● **Exercise objective**:
Restate, in full and unchanged, the entries that follow, but not their pictures.

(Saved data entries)
= Beginning of Section =

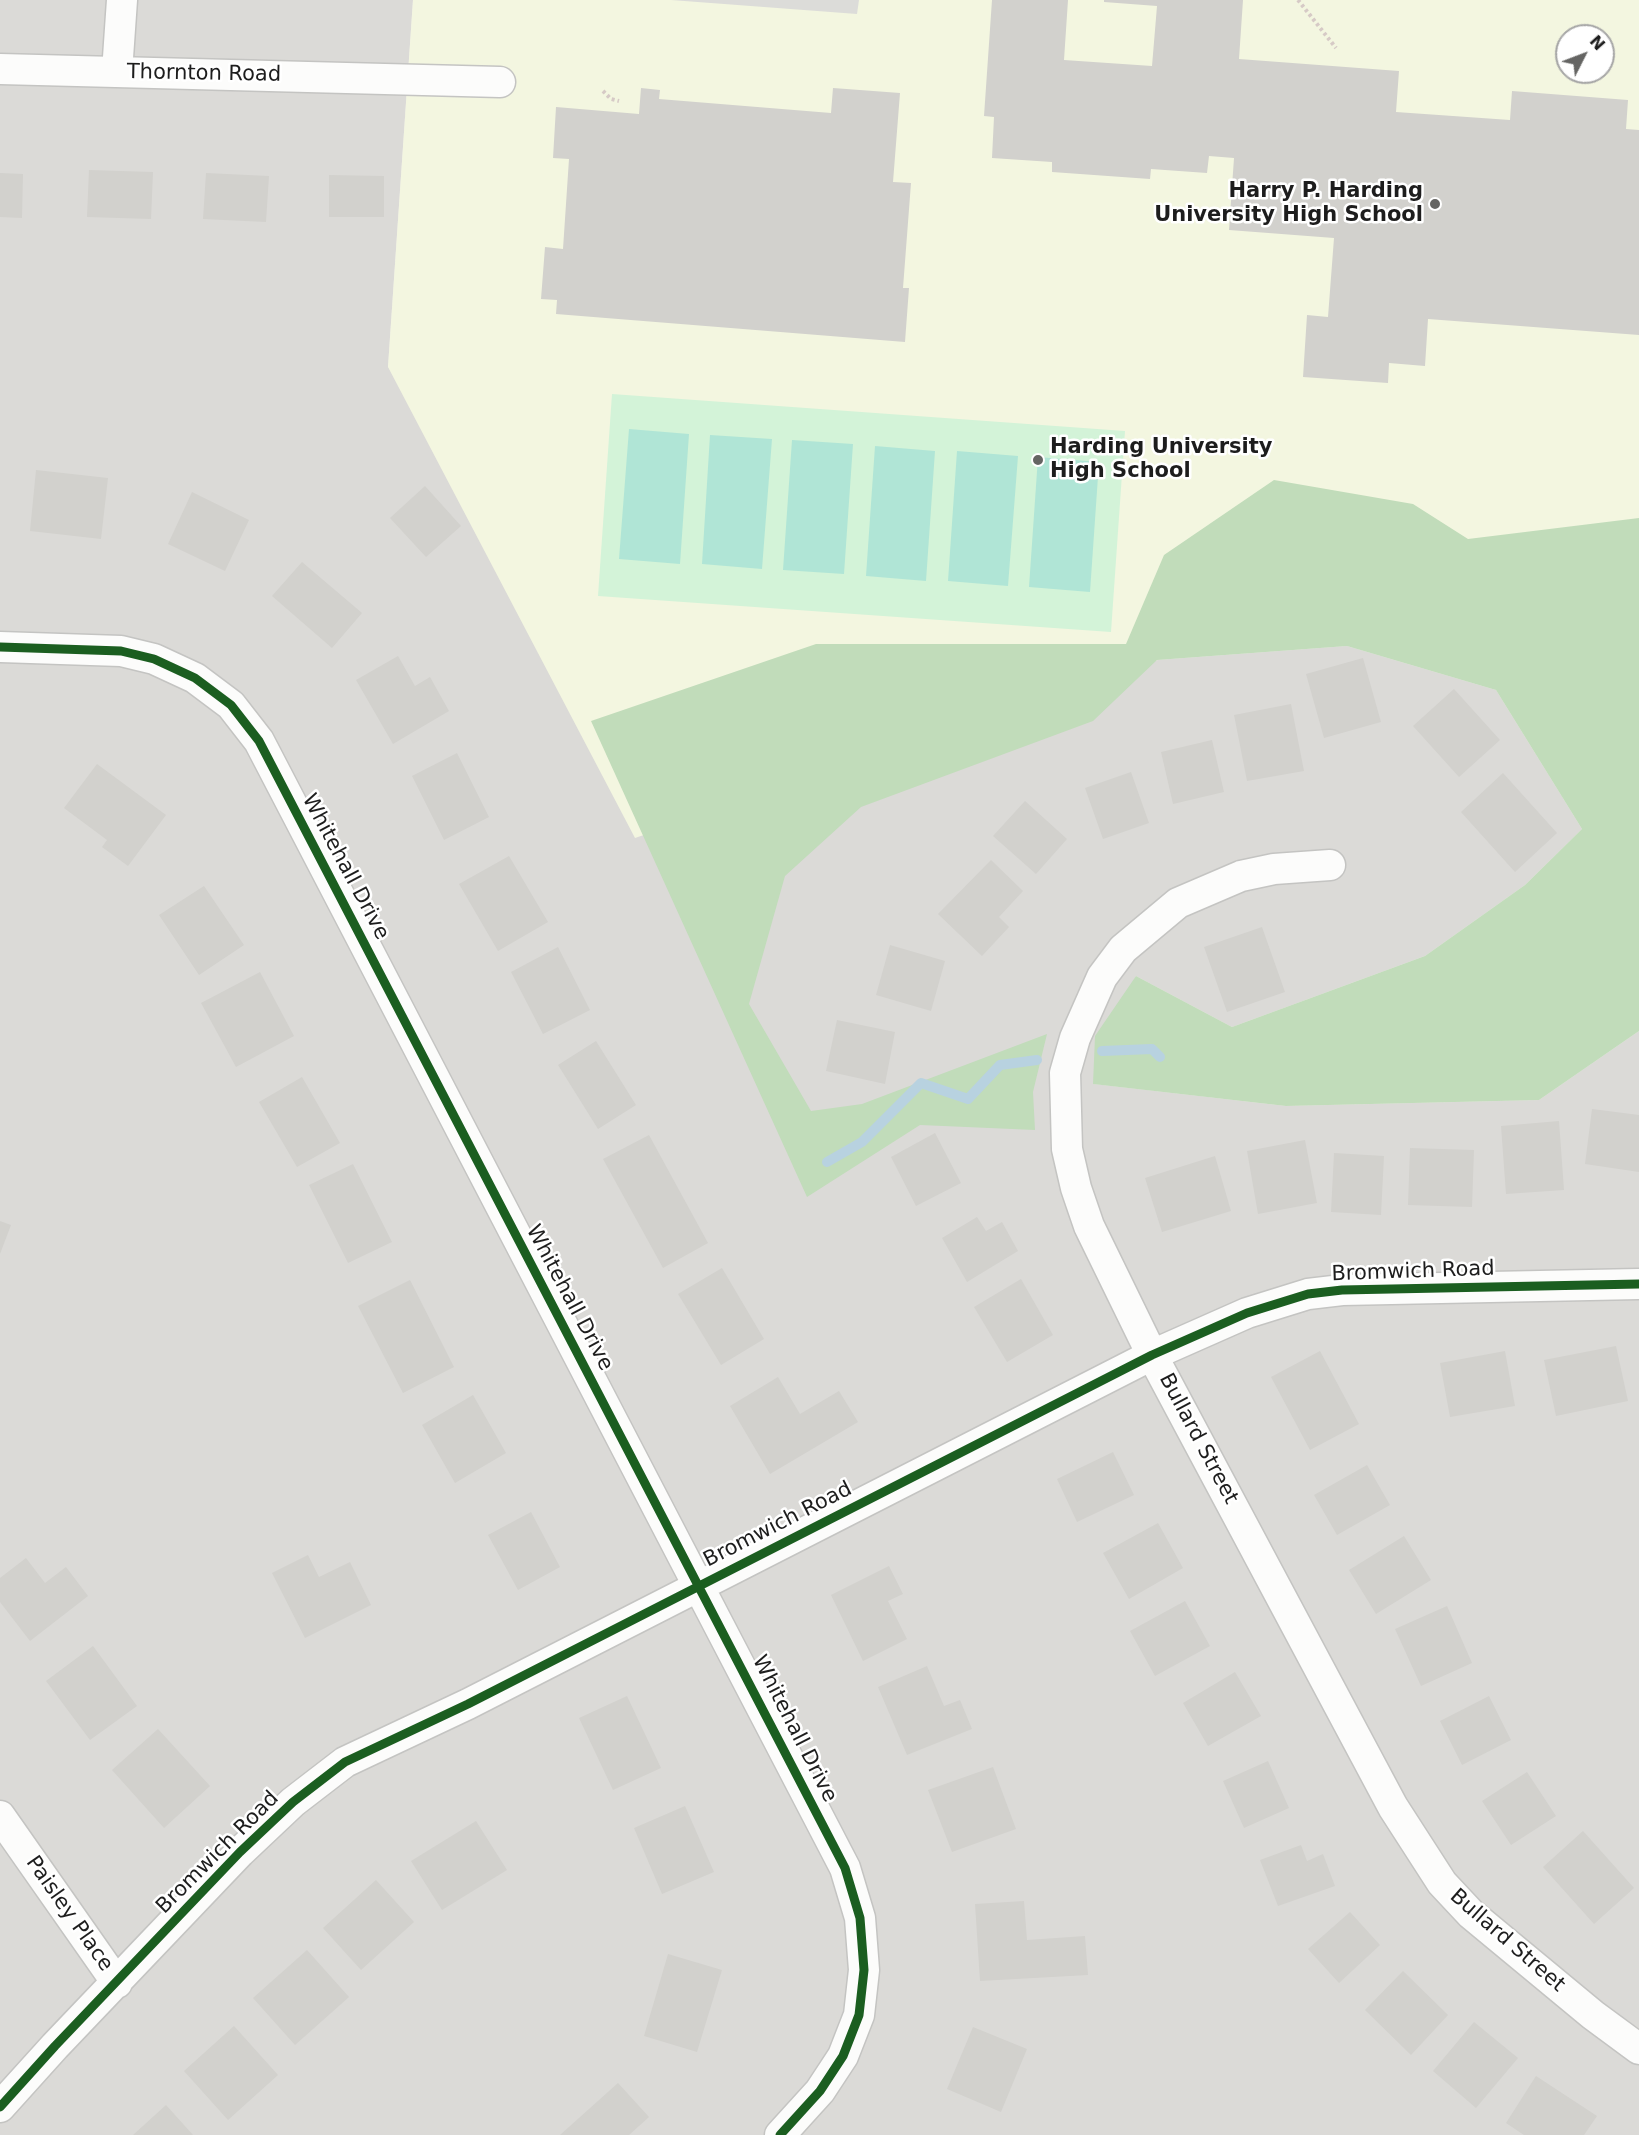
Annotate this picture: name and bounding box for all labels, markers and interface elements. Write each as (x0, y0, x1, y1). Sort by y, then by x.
north arrow (1555, 24, 1615, 84)
text: N (1586, 32, 1609, 54)
street label: Thornton Road (127, 60, 281, 88)
place label: Harry P. Harding University High School (1154, 179, 1423, 229)
marker: Harry P. Harding University High School (1428, 197, 1442, 211)
place label: Harding University High School (1050, 435, 1273, 485)
marker: Harding University High School (1031, 453, 1045, 467)
street label: Whitehall Drive (296, 790, 394, 944)
street label: Whitehall Drive (520, 1221, 618, 1375)
street label: Bromwich Road (1331, 1257, 1495, 1287)
street label: Bullard Street (1153, 1369, 1243, 1509)
street label: Bromwich Road (700, 1477, 856, 1573)
street label: Whitehall Drive (746, 1651, 842, 1807)
street label: Bromwich Road (151, 1786, 285, 1920)
street label: Paisley Place (20, 1851, 118, 1977)
street label: Bullard Street (1444, 1884, 1570, 1998)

= End of Section =

● **Reply**:
Annotate this picture: name and bounding box for all labels, markers and interface elements. Write each as (x0, y0, x1, y1). Sort by y, then by x.
north arrow (1555, 24, 1615, 84)
text: N (1586, 32, 1609, 54)
street label: Thornton Road (127, 60, 281, 88)
place label: Harry P. Harding University High School (1154, 179, 1423, 229)
marker: Harry P. Harding University High School (1428, 197, 1442, 211)
place label: Harding University High School (1050, 435, 1273, 485)
marker: Harding University High School (1031, 453, 1045, 467)
street label: Whitehall Drive (296, 790, 394, 944)
street label: Whitehall Drive (520, 1221, 618, 1375)
street label: Bromwich Road (1331, 1257, 1495, 1287)
street label: Bullard Street (1153, 1369, 1243, 1509)
street label: Bromwich Road (700, 1477, 856, 1573)
street label: Whitehall Drive (746, 1651, 842, 1807)
street label: Bromwich Road (151, 1786, 285, 1920)
street label: Paisley Place (20, 1851, 118, 1977)
street label: Bullard Street (1444, 1884, 1570, 1998)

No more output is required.